I don’t know why they have chosen me, and I’m generally too busy to ask myself that question. I have simply accepted them. I am very ambitious, I have many dreams, distressing dreams, from which I need to free myself. Until I meet any of my goals I cannot be at peace. I have already been able to throw everything away: honor, pride, love, security, happiness, everything, as long as it contributes to creating my work and form myself. At the core of this work lies a ritual language that convulsively expresses change, evil and the cursed, mental illness, loneliness, freedom, and destiny.

Faced with the feeling of being uprooted and the need to connect with the deepest origins of humanity, I draw a narrative using the force of instinct and emotional survival in the framework of a world whose laws of life are shaded equally by love and violence. A world where the felt and the lived sometimes merge in a magical or tragic way. This universe is an affront to fear and dehumanization because, according to my beliefs, passion is itself an act of defiance.

Liza Ambrossio

Liza Ambrossio (1993, MX-FR) Is a multi-disciplinary artist who lives and works mainly between Spain, France, and Mexico.

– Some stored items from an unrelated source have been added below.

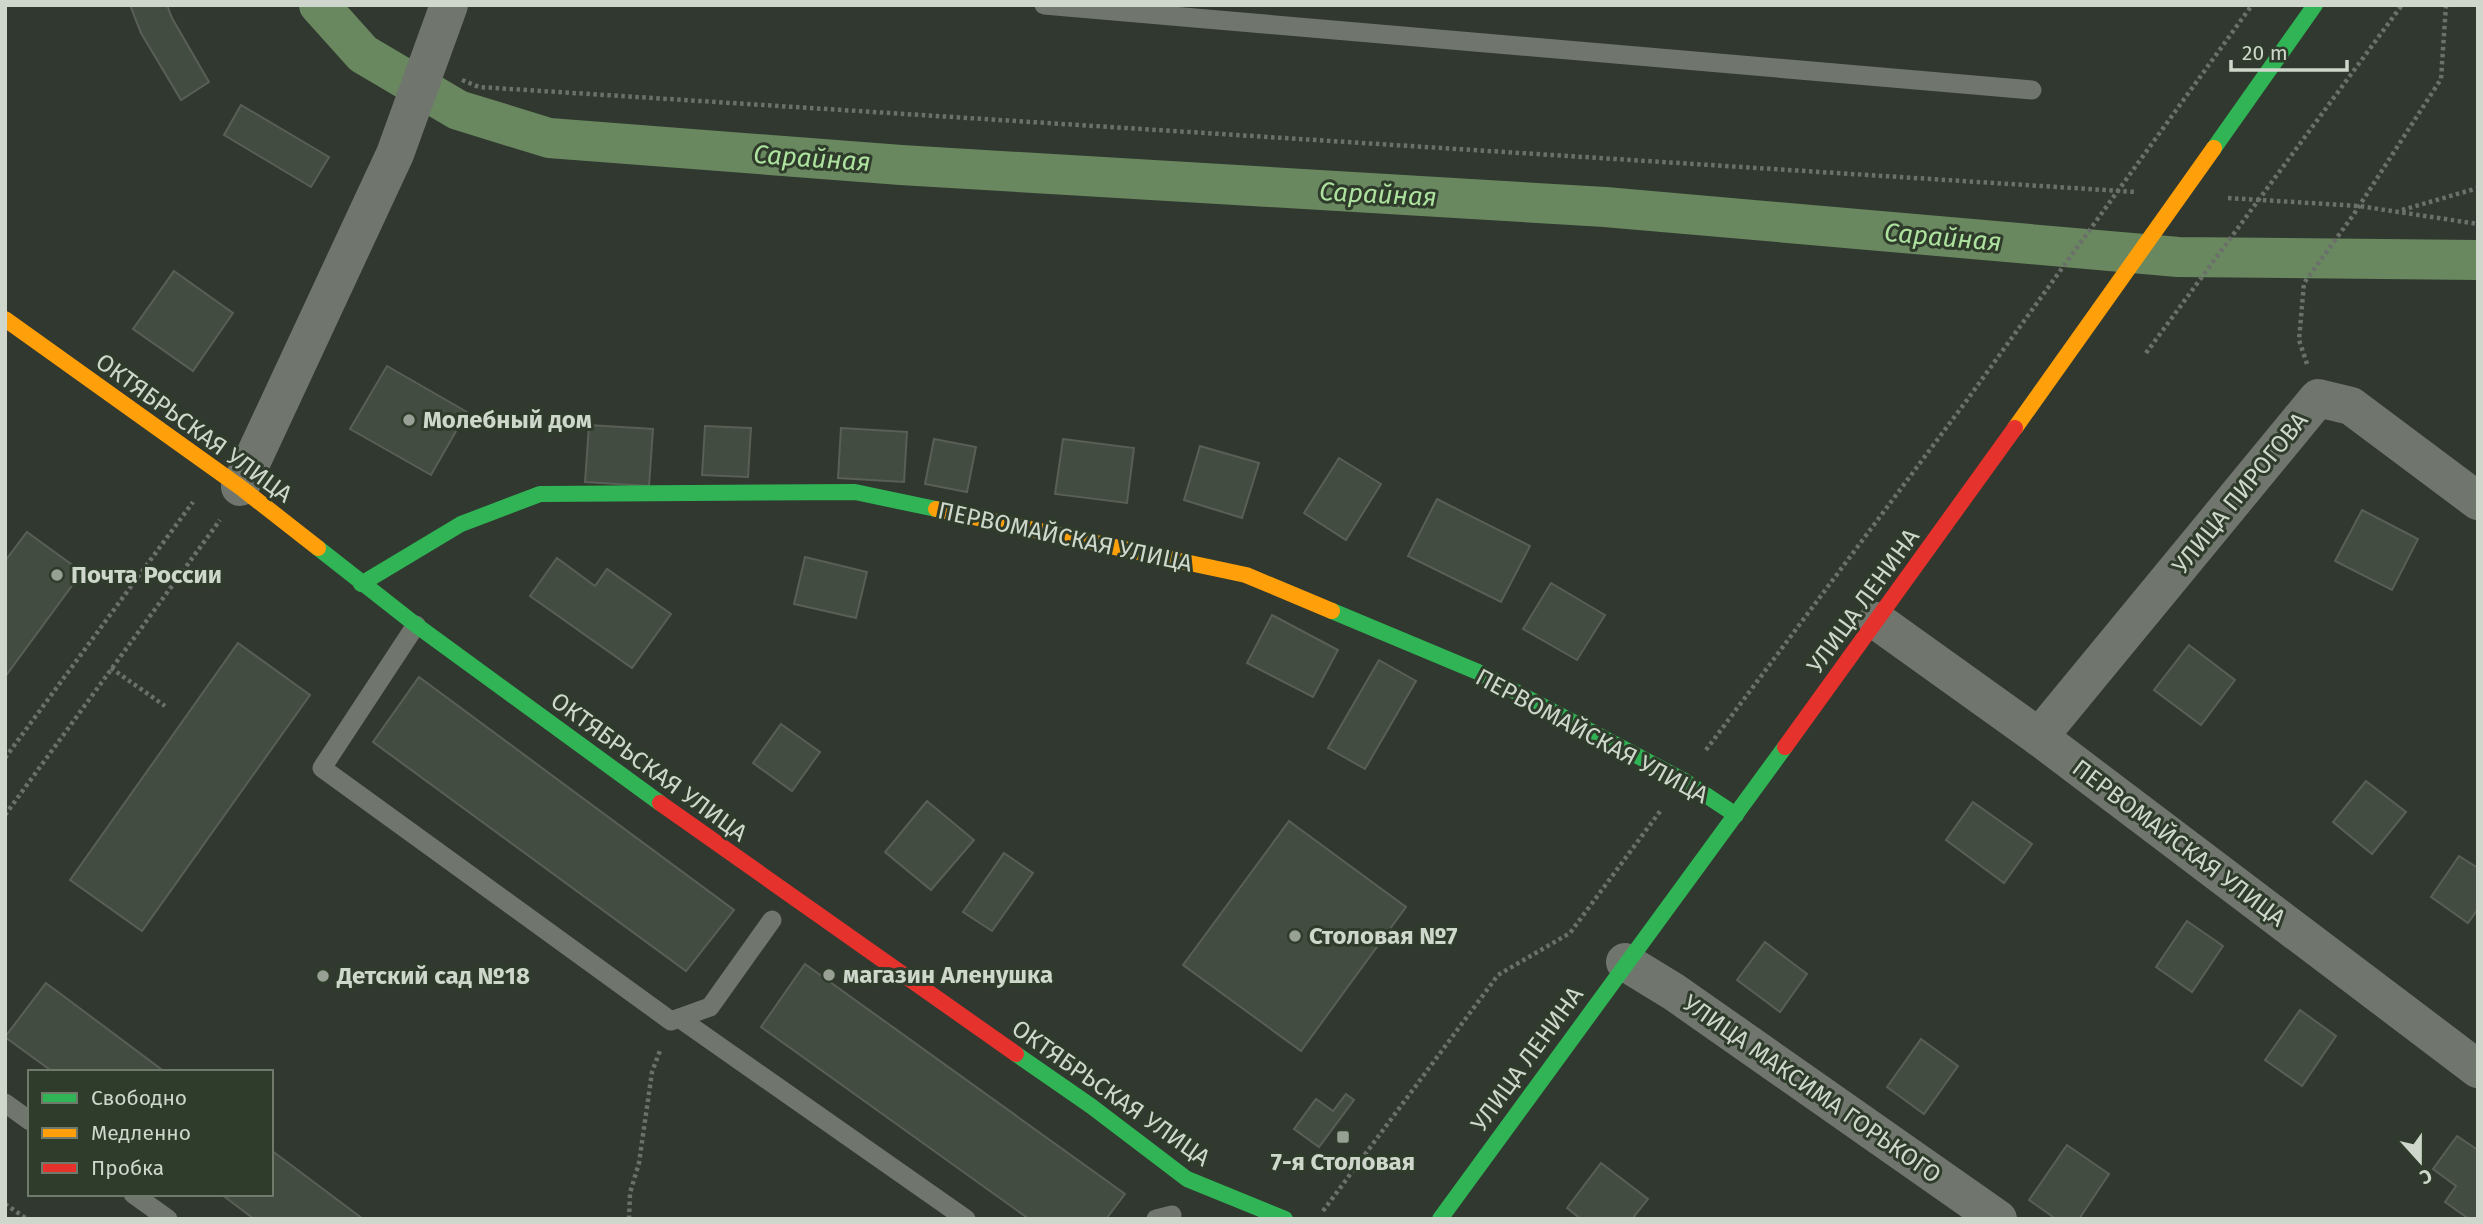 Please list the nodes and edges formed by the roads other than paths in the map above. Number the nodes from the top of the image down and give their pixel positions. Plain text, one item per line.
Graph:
1 (447, 5) edge
2 (1044, 5) edge
3 (2315, 5) edge
4 (2032, 90) dead end
5 (5, 319) edge
6 (2478, 501) edge
7 (225, 507) junction
8 (361, 584) junction
9 (1878, 621) junction
10 (416, 625) junction
11 (2039, 737) junction
12 (1736, 816) junction
13 (772, 920) dead end
14 (1625, 962) junction
15 (675, 1020) junction
16 (2478, 1069) edge
17 (5, 1103) edge
18 (28, 1120) edge
19 (136, 1196) edge
20 (168, 1219) edge
21 (966, 1219) edge
22 (1285, 1219) edge
23 (1440, 1219) edge
24 (1998, 1219) edge

1 - 7 street
2 - 4 lane
3 - 9 street, УЛИЦА ЛЕНИНА
5 - 7 street, ОКТЯБРЬСКАЯ УЛИЦА
6 - 11 street, УЛИЦА ПИРОГОВА
7 - 8 street, ОКТЯБРЬСКАЯ УЛИЦА
8 - 10 street, ОКТЯБРЬСКАЯ УЛИЦА
8 - 12 street, ПЕРВОМАЙСКАЯ УЛИЦА
9 - 11 street, ПЕРВОМАЙСКАЯ УЛИЦА
9 - 12 street, УЛИЦА ЛЕНИНА
10 - 15 lane
10 - 22 street, ОКТЯБРЬСКАЯ УЛИЦА
11 - 16 street, ПЕРВОМАЙСКАЯ УЛИЦА
12 - 14 street, УЛИЦА ЛЕНИНА
13 - 15 lane
14 - 23 street, УЛИЦА ЛЕНИНА
14 - 24 street, УЛИЦА МАКСИМА ГОРЬКОГО
15 - 21 lane
17 - 18 lane
19 - 20 lane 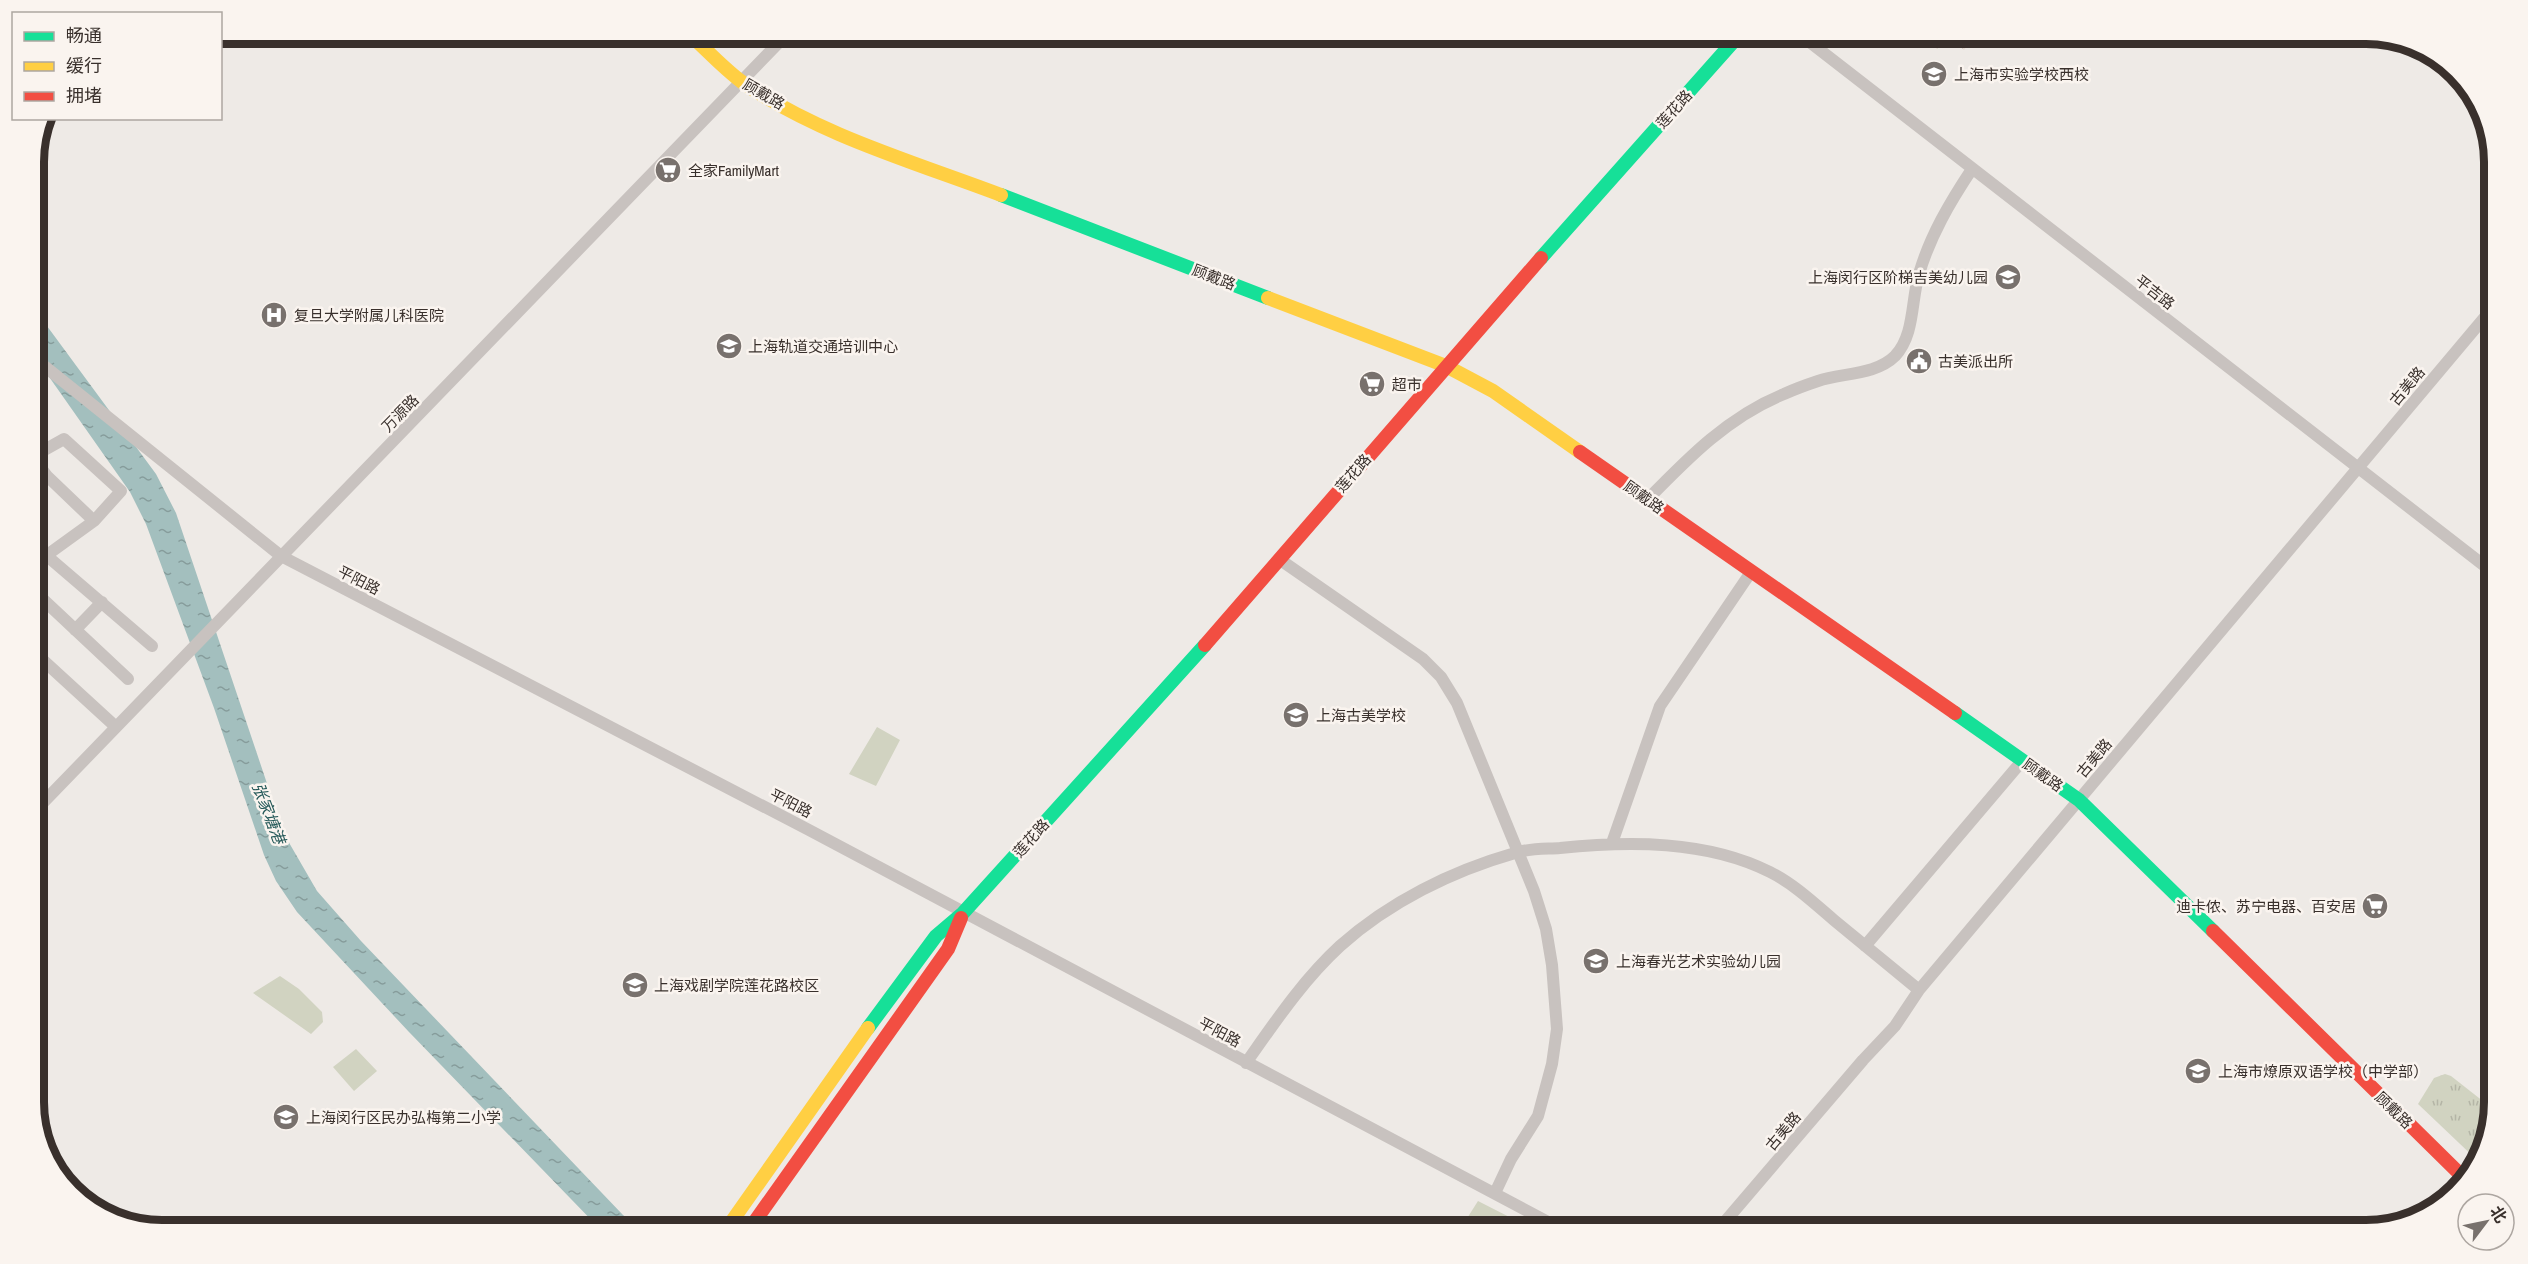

She began her artistic practice at the age of sixteen when she asked a ancient maid from her mother’s house to steal the photographs from the family albums looking for traces of a dark past for which there seemed to be no evidence. After the suicide of her best friend, she inherited his job as a “nota roja” photographer (police press), covering murders, accidents and torture by drug traffickers at dawn for a local newspaper. After concluding her university studies at the Facultad de Ciencias Politicas y Sociales in the UNAM, Mexico City, specializing in political journalism and film at U.T (USA), she received multiple scholarships in the United States and Europe, among them; the Descubrimientos scholarship for the Master in Photography and artistic projects at the PIC. A school awarded by the PHotoEspaña festival and the editorial house La Fabrica in Madrid, Spain. She is the author of the book “The rage of devotion” and her work has been exhibited in Europe, the United States, South Korea, and Mexico, including international fairs such as Art Basel, JustMad, Photo London and UNSEEN. Ambrossio’s work has been reviewed by The British Journal of Photography, The Magnum Foundation, El País, El Mundo, Der Greif, GUP, Unseen magazine, Vogue Italy, L’Officiel, and Lens Culture. She has received the FNAC Nuevo Talento award in Spain, Voies Off in Arles, France the same year 2018, the Flash Forward in Canada, the PhEST in Italy and the PHmuseum New Generation Grant. She recently completed the annual photography residence from the Musée du quai Branly – Jacques Chirac in París, France, and she is a member of the Academy of France. Her new book by Kehrer Verlag is published this summer.